---------- RECORDED DATA

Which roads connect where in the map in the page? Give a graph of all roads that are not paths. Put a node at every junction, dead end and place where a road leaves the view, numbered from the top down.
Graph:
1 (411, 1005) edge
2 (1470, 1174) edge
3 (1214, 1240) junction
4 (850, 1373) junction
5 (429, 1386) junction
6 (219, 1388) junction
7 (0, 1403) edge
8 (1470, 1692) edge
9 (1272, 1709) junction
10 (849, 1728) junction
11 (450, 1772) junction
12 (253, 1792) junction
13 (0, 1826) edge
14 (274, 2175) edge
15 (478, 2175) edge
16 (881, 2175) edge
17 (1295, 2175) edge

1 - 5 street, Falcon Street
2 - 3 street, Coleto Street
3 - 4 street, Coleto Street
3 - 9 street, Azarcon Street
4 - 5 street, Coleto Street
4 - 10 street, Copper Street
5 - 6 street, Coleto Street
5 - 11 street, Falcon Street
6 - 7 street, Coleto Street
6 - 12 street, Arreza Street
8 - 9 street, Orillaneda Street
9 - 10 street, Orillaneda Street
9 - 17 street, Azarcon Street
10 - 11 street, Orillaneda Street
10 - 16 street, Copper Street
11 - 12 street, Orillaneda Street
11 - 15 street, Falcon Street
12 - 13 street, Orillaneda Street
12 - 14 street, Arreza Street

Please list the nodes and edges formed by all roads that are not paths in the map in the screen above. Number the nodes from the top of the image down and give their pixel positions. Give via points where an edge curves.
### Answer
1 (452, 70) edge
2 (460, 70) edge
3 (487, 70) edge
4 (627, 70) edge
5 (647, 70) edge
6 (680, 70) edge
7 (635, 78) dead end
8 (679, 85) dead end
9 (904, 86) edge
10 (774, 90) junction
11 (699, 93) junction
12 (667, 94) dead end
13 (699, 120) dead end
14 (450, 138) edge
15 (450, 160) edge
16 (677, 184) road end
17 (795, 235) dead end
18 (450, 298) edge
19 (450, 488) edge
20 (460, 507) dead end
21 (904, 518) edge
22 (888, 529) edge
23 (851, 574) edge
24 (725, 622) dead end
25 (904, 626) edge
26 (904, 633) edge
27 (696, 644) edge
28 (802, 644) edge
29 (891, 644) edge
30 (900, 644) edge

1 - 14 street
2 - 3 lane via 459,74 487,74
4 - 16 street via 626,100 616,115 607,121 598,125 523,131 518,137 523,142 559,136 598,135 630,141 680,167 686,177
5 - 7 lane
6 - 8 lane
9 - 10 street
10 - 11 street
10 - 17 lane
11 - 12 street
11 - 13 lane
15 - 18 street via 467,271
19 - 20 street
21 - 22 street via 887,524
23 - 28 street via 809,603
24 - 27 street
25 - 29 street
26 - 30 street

--------------------

With nothing left out, return each entry exactly.

ANSWER TO THIS EXERCISE »
Which roads connect where in the map in the page? Give a graph of all roads that are not paths. Put a node at every junction, dead end and place where a road leaves the view, numbered from the top down.
Graph:
1 (411, 1005) edge
2 (1470, 1174) edge
3 (1214, 1240) junction
4 (850, 1373) junction
5 (429, 1386) junction
6 (219, 1388) junction
7 (0, 1403) edge
8 (1470, 1692) edge
9 (1272, 1709) junction
10 (849, 1728) junction
11 (450, 1772) junction
12 (253, 1792) junction
13 (0, 1826) edge
14 (274, 2175) edge
15 (478, 2175) edge
16 (881, 2175) edge
17 (1295, 2175) edge

1 - 5 street, Falcon Street
2 - 3 street, Coleto Street
3 - 4 street, Coleto Street
3 - 9 street, Azarcon Street
4 - 5 street, Coleto Street
4 - 10 street, Copper Street
5 - 6 street, Coleto Street
5 - 11 street, Falcon Street
6 - 7 street, Coleto Street
6 - 12 street, Arreza Street
8 - 9 street, Orillaneda Street
9 - 10 street, Orillaneda Street
9 - 17 street, Azarcon Street
10 - 11 street, Orillaneda Street
10 - 16 street, Copper Street
11 - 12 street, Orillaneda Street
11 - 15 street, Falcon Street
12 - 13 street, Orillaneda Street
12 - 14 street, Arreza Street

Please list the nodes and edges formed by all roads that are not paths in the map in the screen above. Number the nodes from the top of the image down and give their pixel positions. Give via points where an edge curves.
### Answer
1 (452, 70) edge
2 (460, 70) edge
3 (487, 70) edge
4 (627, 70) edge
5 (647, 70) edge
6 (680, 70) edge
7 (635, 78) dead end
8 (679, 85) dead end
9 (904, 86) edge
10 (774, 90) junction
11 (699, 93) junction
12 (667, 94) dead end
13 (699, 120) dead end
14 (450, 138) edge
15 (450, 160) edge
16 (677, 184) road end
17 (795, 235) dead end
18 (450, 298) edge
19 (450, 488) edge
20 (460, 507) dead end
21 (904, 518) edge
22 (888, 529) edge
23 (851, 574) edge
24 (725, 622) dead end
25 (904, 626) edge
26 (904, 633) edge
27 (696, 644) edge
28 (802, 644) edge
29 (891, 644) edge
30 (900, 644) edge

1 - 14 street
2 - 3 lane via 459,74 487,74
4 - 16 street via 626,100 616,115 607,121 598,125 523,131 518,137 523,142 559,136 598,135 630,141 680,167 686,177
5 - 7 lane
6 - 8 lane
9 - 10 street
10 - 11 street
10 - 17 lane
11 - 12 street
11 - 13 lane
15 - 18 street via 467,271
19 - 20 street
21 - 22 street via 887,524
23 - 28 street via 809,603
24 - 27 street
25 - 29 street
26 - 30 street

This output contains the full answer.